On the General Topic of the Cloud

"Cloud computing" seems, largely, to be a semantic void into which one pours one's hopes and wishes for the future of one's IT resources, with added hopes that it will lead to a Promised Land of savings and profitability.  There are a few commonly-accepted connotations to the term, however, and much of the answer to the question posed depends on which "cloud computing" we're talking about:  the "cloud computing" that means "linearly- and infinitely-scalable architecture"?  The "cloud computing" that means "computer stuff I just pay somebody else to take care of for me"?  The "cloud computing" that implies a utility model, provided by specialized businesses as reliably dreary as the gas company, consisting of a supply of computing resources as indistinguishable as molecules of propane?

All of these meanings are frequently confused in the minds of many people, the definition frequently shifting from minute to minute in conversations about "the cloud".  Managers are most of these people.  Like cowbell, the cure for all problems now appears to be "more cloud".

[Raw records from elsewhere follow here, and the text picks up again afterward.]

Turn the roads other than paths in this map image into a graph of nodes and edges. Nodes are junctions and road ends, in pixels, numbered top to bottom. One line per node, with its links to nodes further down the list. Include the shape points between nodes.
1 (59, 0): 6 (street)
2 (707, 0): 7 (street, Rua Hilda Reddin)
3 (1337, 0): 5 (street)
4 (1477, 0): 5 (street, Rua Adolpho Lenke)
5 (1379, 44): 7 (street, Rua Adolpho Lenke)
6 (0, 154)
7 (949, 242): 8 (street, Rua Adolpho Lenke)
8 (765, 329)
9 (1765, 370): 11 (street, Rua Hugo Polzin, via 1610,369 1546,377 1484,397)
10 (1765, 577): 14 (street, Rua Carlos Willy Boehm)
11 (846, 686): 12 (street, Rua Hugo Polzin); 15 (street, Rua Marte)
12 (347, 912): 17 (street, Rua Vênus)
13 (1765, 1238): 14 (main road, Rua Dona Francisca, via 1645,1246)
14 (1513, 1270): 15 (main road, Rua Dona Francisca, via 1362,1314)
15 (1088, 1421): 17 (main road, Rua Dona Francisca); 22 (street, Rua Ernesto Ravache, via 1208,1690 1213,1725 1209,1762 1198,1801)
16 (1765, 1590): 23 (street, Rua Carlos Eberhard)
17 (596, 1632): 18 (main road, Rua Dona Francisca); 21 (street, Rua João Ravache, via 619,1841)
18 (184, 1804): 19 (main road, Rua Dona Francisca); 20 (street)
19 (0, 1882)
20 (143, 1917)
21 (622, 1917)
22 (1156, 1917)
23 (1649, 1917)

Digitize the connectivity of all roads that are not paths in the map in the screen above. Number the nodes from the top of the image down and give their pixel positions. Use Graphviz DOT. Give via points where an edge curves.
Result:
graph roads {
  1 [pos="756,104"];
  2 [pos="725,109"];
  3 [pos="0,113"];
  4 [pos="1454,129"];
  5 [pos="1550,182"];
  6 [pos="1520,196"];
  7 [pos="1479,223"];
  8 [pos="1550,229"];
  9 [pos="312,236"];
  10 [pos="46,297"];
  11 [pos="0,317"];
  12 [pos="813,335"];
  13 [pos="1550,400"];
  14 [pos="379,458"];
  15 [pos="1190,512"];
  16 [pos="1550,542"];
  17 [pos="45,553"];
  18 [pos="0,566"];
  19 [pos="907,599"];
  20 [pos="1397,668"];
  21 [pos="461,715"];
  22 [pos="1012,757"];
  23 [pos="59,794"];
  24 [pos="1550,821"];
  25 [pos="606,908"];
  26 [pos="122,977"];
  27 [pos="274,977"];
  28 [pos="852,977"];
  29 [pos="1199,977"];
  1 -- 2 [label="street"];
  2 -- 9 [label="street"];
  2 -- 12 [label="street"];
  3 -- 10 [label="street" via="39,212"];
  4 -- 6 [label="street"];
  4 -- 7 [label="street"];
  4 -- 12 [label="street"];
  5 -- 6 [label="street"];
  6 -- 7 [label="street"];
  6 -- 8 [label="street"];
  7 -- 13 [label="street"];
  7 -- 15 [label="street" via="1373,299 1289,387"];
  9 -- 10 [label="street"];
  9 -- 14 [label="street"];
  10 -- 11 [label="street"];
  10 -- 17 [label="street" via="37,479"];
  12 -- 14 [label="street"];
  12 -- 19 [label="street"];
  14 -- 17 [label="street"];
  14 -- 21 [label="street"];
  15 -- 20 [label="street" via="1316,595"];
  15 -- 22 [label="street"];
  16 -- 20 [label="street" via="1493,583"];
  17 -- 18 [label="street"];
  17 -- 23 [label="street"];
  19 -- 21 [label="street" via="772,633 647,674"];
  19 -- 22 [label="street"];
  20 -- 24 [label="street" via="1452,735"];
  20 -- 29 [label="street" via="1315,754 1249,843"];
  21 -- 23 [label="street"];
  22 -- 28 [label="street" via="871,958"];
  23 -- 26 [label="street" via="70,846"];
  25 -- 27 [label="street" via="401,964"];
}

So let's parse the three meanings given above.  They are actually very old concepts, and by way of clarification, I will call them by their old names:

(a)  Parallel processing
(b)  Outsourcing
(c)  Utility computing

(b) and (c) have the most effect on systems administrators in terms of employment, at least in the short term; the dream of managers everywhere is the day when they will be able to fire all of their smelly, weird, obstinate, technobabble-loving nerds and replace them with a nice monthly billing statement from a Fortune 500 company.  Although this goal is non-viable for many well-understood and well-explored reasons, like Spain's Philip II, no experience of the failure of this policy deters such people from their belief in its essential excellence, and so we must turn our attention to the first option.

Part of the attraction of so-called "cloud computing" is the notion that, with the application of More Cloud(tm), all of the impediments to "business agility" (read:  "the immediate satisfaction of management fiat") will magically go away.  Do we need to expand our capacity 300%?  Well then, get quotes from three Certified Cloud Providers, pick the cheapest one, and we'll have that done by close of business today!

The problem is that, as most computer scientists have known for decades:  parallel processing is HARD.  Designing systems and processes to efficiently take advantage of parallelism in problems is HARD.  And make no mistake, this is about parallelism - we cannot obtain a computer of infinite speed or capacity, but we can obtain a whole bunch of computers to throw at our problems.  Which sounds swell!  If only we had designed our processes to make the use of such a system possible!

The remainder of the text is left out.